いつも月夜に本と酒

ライトノベルの感想を中心に興味のあることを日々つらつらと書き連ねるブログです。



「甘城ブリリアントパーク5」賀東招二(富士見ファンタジア文庫)

甘城ブリリアントパーク (5) (富士見ファンタジア文庫)
甘城ブリリアントパーク (5) (富士見ファンタジア文庫)

高校生なのに遊園地の支配人代行・可児江西也は悩んでいた。
アトラクションの改装で集客が伸びてきたまではよかったが、もう一押し目玉となる企画が欲しい。

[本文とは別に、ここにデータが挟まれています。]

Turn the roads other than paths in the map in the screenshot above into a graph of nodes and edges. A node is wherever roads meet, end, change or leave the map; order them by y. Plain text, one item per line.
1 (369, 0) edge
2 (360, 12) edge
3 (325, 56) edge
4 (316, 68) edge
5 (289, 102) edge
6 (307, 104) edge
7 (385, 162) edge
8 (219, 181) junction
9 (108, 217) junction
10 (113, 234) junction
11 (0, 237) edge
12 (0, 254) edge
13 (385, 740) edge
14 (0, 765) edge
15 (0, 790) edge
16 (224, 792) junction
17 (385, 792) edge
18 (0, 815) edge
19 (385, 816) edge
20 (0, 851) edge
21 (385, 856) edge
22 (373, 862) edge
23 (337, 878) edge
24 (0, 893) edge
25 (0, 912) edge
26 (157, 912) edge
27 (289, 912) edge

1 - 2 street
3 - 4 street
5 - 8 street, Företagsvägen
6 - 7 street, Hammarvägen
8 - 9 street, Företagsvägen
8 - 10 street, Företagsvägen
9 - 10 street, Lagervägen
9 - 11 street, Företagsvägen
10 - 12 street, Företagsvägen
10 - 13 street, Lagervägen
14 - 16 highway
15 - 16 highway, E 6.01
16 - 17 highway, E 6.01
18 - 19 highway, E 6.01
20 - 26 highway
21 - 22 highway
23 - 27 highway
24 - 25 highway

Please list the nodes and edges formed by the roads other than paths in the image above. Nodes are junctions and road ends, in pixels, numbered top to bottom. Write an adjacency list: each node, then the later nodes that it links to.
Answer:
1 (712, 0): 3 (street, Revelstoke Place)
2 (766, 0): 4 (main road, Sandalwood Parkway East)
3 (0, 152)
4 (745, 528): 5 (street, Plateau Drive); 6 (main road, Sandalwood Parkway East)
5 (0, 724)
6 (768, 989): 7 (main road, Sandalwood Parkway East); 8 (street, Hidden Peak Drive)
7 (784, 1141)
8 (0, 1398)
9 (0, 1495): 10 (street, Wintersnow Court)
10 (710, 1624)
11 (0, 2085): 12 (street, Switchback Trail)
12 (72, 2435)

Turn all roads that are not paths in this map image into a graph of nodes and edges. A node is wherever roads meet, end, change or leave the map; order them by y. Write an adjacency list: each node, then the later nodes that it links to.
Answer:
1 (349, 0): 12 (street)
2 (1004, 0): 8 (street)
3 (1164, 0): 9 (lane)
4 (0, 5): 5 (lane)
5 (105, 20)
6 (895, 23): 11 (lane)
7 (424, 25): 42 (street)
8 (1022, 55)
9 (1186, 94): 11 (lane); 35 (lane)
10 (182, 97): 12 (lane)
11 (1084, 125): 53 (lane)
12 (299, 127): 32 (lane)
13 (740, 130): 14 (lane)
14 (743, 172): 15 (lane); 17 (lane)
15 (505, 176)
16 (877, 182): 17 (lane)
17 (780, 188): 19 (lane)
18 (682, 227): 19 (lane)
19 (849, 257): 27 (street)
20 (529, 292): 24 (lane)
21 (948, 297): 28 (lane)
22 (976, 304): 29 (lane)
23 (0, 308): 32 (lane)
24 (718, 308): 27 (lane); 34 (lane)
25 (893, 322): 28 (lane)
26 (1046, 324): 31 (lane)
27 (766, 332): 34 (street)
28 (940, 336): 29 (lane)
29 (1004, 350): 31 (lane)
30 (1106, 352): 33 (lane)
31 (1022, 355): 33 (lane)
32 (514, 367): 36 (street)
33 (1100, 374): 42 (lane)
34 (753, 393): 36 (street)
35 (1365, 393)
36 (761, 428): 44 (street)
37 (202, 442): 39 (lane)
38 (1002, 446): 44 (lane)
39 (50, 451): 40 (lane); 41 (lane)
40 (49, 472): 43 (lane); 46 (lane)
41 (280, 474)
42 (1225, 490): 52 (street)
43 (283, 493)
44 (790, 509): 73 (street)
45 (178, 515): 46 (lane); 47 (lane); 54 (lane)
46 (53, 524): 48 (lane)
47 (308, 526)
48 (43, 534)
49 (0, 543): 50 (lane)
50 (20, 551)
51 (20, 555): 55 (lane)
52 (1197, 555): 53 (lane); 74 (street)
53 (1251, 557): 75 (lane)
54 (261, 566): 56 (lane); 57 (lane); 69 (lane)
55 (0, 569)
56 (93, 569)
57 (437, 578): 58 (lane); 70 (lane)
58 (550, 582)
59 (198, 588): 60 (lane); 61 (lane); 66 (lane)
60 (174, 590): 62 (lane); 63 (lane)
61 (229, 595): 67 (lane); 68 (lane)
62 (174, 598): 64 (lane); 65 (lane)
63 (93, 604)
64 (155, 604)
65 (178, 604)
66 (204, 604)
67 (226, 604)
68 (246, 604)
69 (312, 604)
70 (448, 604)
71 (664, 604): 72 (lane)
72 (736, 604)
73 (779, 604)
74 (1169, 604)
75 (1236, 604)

何かないかと考えていると、ファンサービスのつもりで作った中城椎菜が歌ったCDがコアファンにバカ売れしているとの情報が入ったのだった。
……これしかない!アイドルをプロデュースするのだ!そうして、甘ブリ初のアイドル(?)ユニット、『タスクフォースABC』が誕生することに! しかし、アイドル業界はライバルが多く、それを生業とする猛者が集う魑魅網魎の世界。
果たして、甘ブリを救うべく西也の奇策は成功するのか―!?

あらすじ間違ってないけどなんか違うw



「パークの存続問題?何それ美味しいの?」と言わんばかりにキャラクターの掘り下げに勤しむ5巻。
まずはマカロンと映子を主役にしたダメ親父の話。
が、今回一番尺を取ったメインの話だったのだが、その後の短編の一つ『リアリティ・バイツ』のインパクトが強くて、全てを持っていった。
社会人としての、プロとしての理想の現実の乖離。利益と感情という全く別種のものの折り合いを付けなければならない難しさや憤りを、不登校の少年とリンクさせて現実の厳しさをより強調して描く短編。うつむいたモッフルの挿絵で締めたり、瀬野家へのフォローが一切入らなかったりと、どこまでもリアルで読んでいて辛くなる。これをライトノベルで、夢を売る遊園地の話でやりますか。いや、いいものを読んだ。
カロンにしても映子の父にしても聞く耳を持っている時点で既にぬるかったメインの話とはえらい違い。あの二人、全然ダメじゃないだもの。まあ、マカロン親子のハートフルなシーンは良かったけどさ。
あとがきによるとパークの存続問題は忘れたわけではないようなのでw、次こそ話が進むかな?